19. Would Never Leave

1.2K 179 116
                                    

Kurang lebih satu bulan, waktu yang terpakai untuk memulihkan Dreamingland menjadi seperti semula, lebih baik dan indah bahkan. Maka, inilah Dreamingland sekarang. Kokoh, nyaman, indah, dan dua kali lipat lebih layak. Bangunan baru, kamar-kamar baru, hampir semuanya baru dan segar.

Anak-anak panti tersisa 13 orang, setelah dua balita dan dua anak di atas lima tahun diadopsi keluarga yang iba. Kabarnya, Isabelle, sang pahlawan dalam diam itu pun akan segera meninggalkan Dreamingland.

Berita panti asuhan terbakar tersebut ternyata bukan dimuat di koran saja, tetapi ramai pula di sosial media sekitaran Nebraska. Itu membuat sebagian penduduk Nebraska mulai mengenal Dreamingland. Salah satu dampaknya, empat anak panti diadopsi empat keluarga berbeda.

Kalau Isabelle, gadis 18 tahun itu bukan diadopsi, tetapi memilih pergi ke distrik lain, yang masih berada di Kota Omaha. Untuk yang satu ini, cukup personal. Selama sebulan—sejak ia memberi tahu Megan, lalu Julian, hidup Isabelle jadi tidak tenang. Gadis ekstra pendiam itu menahan keresahan hebat bila kelakuannya diketahui Sophia.

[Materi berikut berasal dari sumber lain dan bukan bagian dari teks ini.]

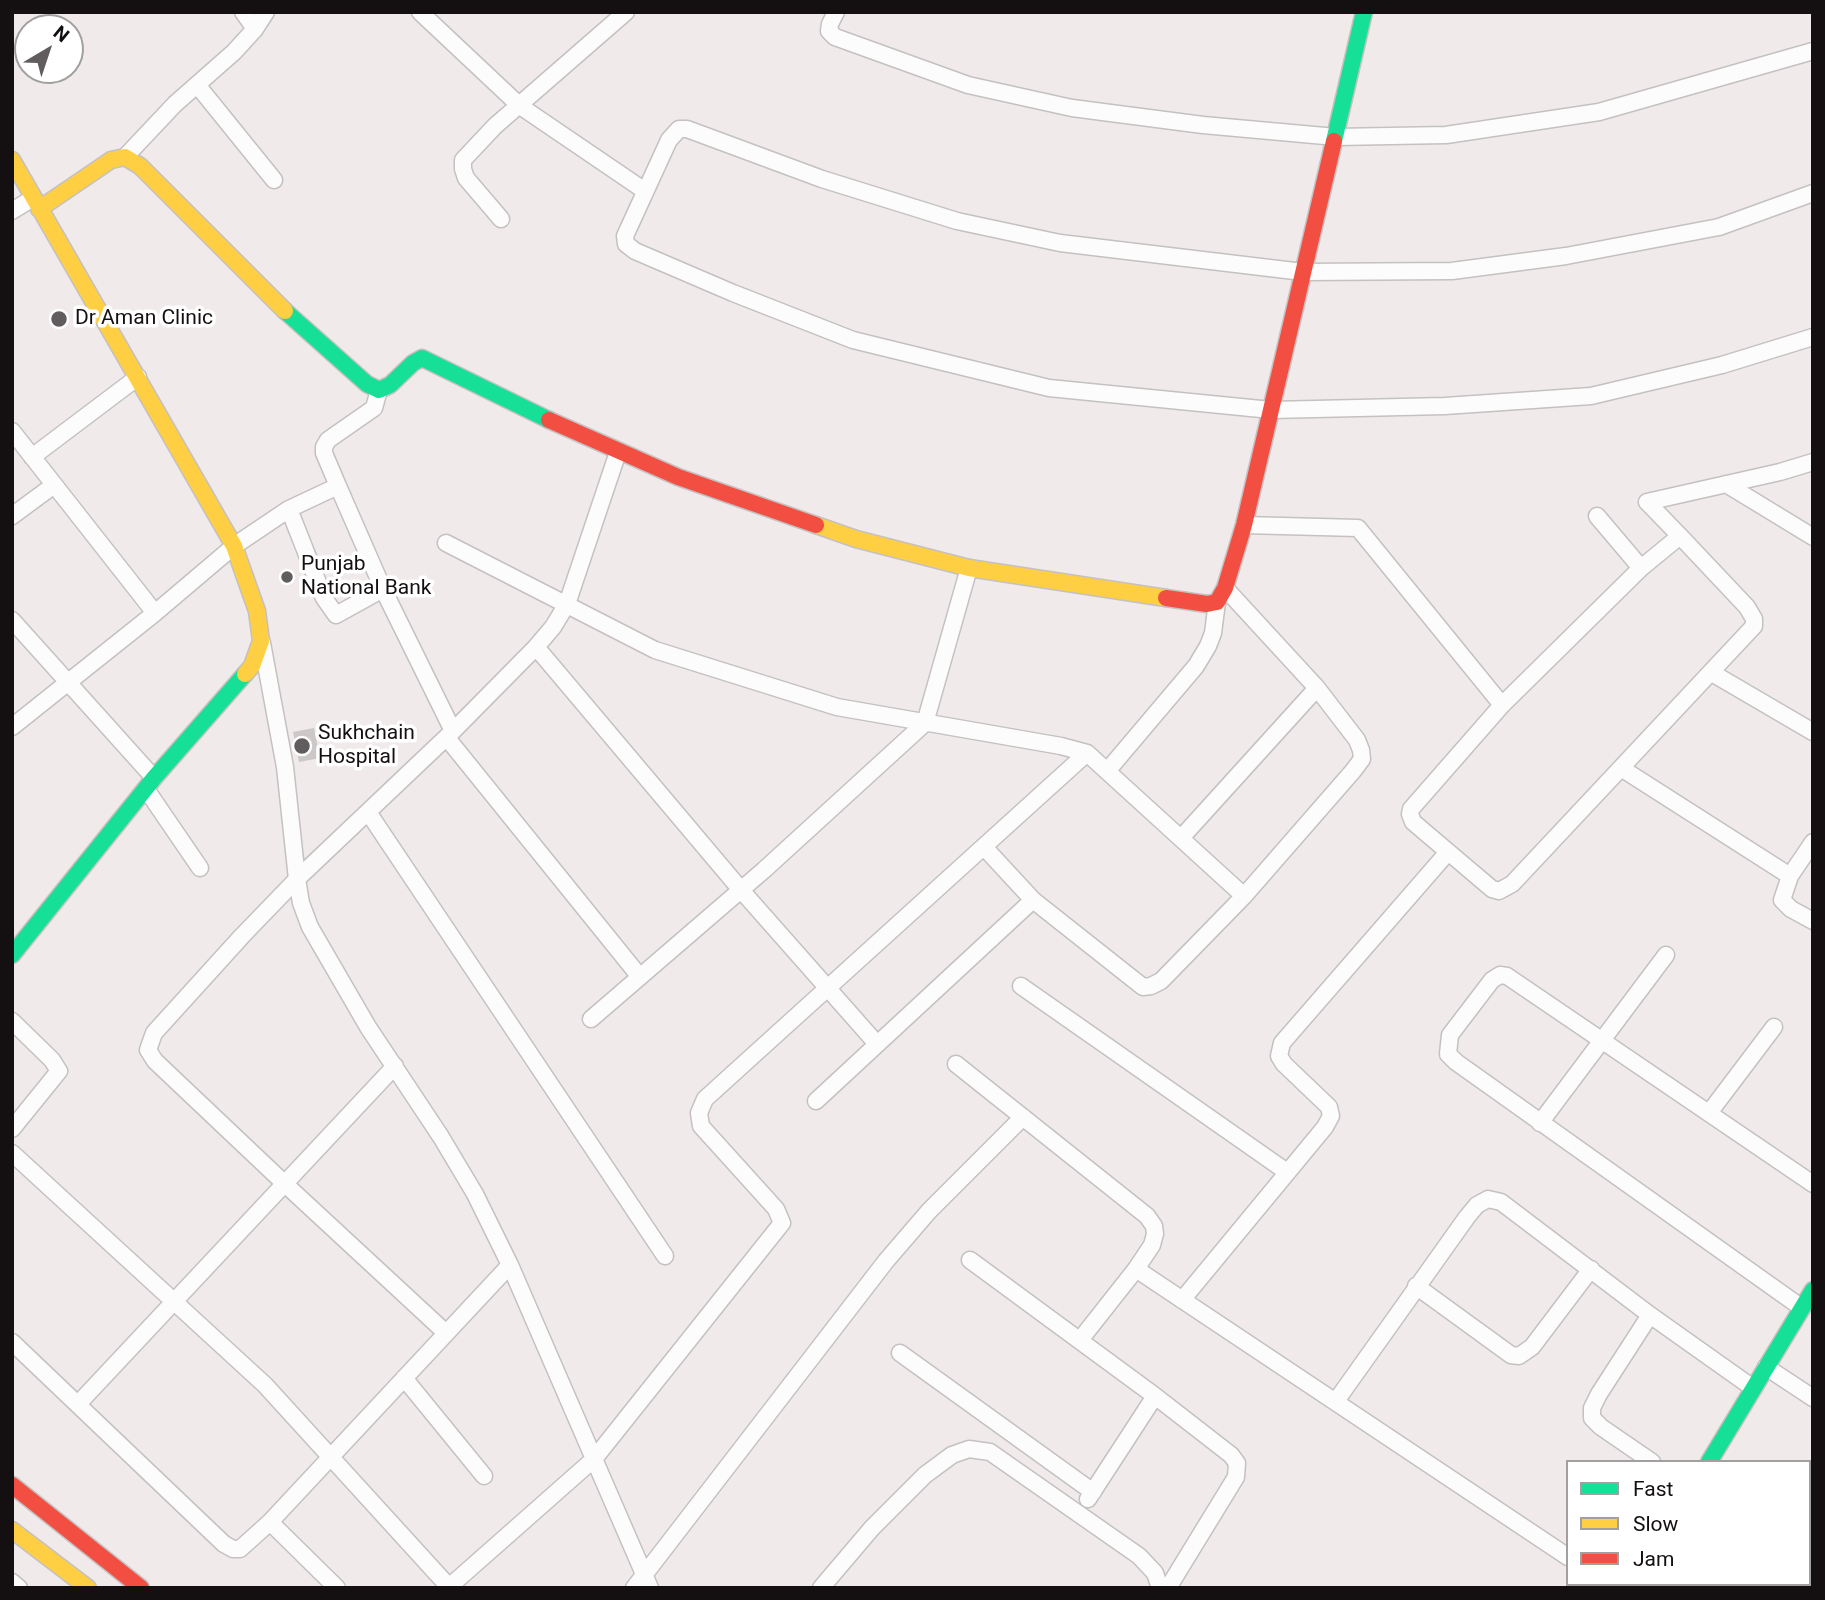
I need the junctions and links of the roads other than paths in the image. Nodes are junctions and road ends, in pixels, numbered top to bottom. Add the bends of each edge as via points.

Itu mengapa ia memilih pergi dibanding kena marah.

Aduh, Isabelle yang lugu, cantik, dan baik. Ia segitu takut dan khawatir, padahal yang ditakutkan barangkali tak sebesar imajinasi. Namun, mari pahami. Isabelle pernah hidup bersama seorang bibi jahat hingga tiga tahun lalu, ia dibuang ke Dreamingland sebab si bibi tak mau mengurusnya lagi.

Jadi, kita mengerti saja. Hidup dalam lingkungan yang tak baik akan membentuk suatu keadaan mental yang kompleks, tersembunyi, dan nyaris aneh-aneh. Pemikiran-pemikiran dibalut kecemasan seringkali melahirkan tindakan nekat. Untuk saat ini, belum ada yang mengetahui perasaan Isabelle. Lantas, gadis itu memanfaatkan ketidaktahuan orang sekitar untuk menyelamatkan diri dari ketakutan.

“Sophie, aku berencana untuk keluar dari Dreamingland.”

“Ada apa, Sayang? Dreamingland sudah jauh lebih bagus sekarang.”

“Tidak apa-apa. Iya, Dreamingland semakin indah sekarang. Tapi… aku ingin mencoba mencari pekerjaan. Aku ingin jadi pelayan restoran, atau sekadar jadi pelayan toko kecil juga tidak apa-apa.”

Dengan malu-malu, tersenyum menunduk-nunduk, gadis itu mengungkapkan kepada Sophia beberapa hari lalu.

Seperti yang sudah-sudah, keluar panti asuhan dengan alasan mencari pekerjaan sudah amat banyak didapatkan Sophia—termasuk anak angkatnya, Julian. Itu hak setiap orang. Maka, Sophia selalu mengizinkan, tak lupa memberi petuah-petuah poitif untuk Isabelle agar tak salah langkah.

Kejadian tersebut sudah lewat beberapa hari lalu. Kini, Sophia tengah duduk di depan televisi baru, setelah yang lama telah hangus. Menonton serial kesukaan sambil memangku Luna yang nakal, tak bisa diam. Namun, kali ini Luna diam karena serial yang ditonton Sophia juga kesukaannya.

Acara gosip pernah jadi kesukaan. Sekarang, sudah tidak. Sophia enggan jika harus melihat Julian di balik layar. The Julian on the TV is not my Julian. It’s another Julian from another universe. Begitu prinsip Sophia, walau pernyataan itu tak pernah keluar dari mulutnya.

Terus terang, Sophia amat merindukan anak itu, anak nakal yang membuatnya kecewa karena mau saja jadi boneka hanya demi uang. Namun, isak tangis penyesalan Julian di telepon waktu itu, selalu berhasil mengundang air mata Sophia. Kala lengang, kerap menangis sendiri menahan kerinduan.

Mungkinkah sudah saatnya untuk bicara?

🤍🖤🤍🖤

Mengikuti alur semesta, sebentar lagi kandungan Trysta akan memasuki bulan keenam. Perutnya belum membesar signifikan, hanya terlihat seperti kembung kekenyangan. Trysta tidak terlalu paham harus seperti apa bentuk perutnya.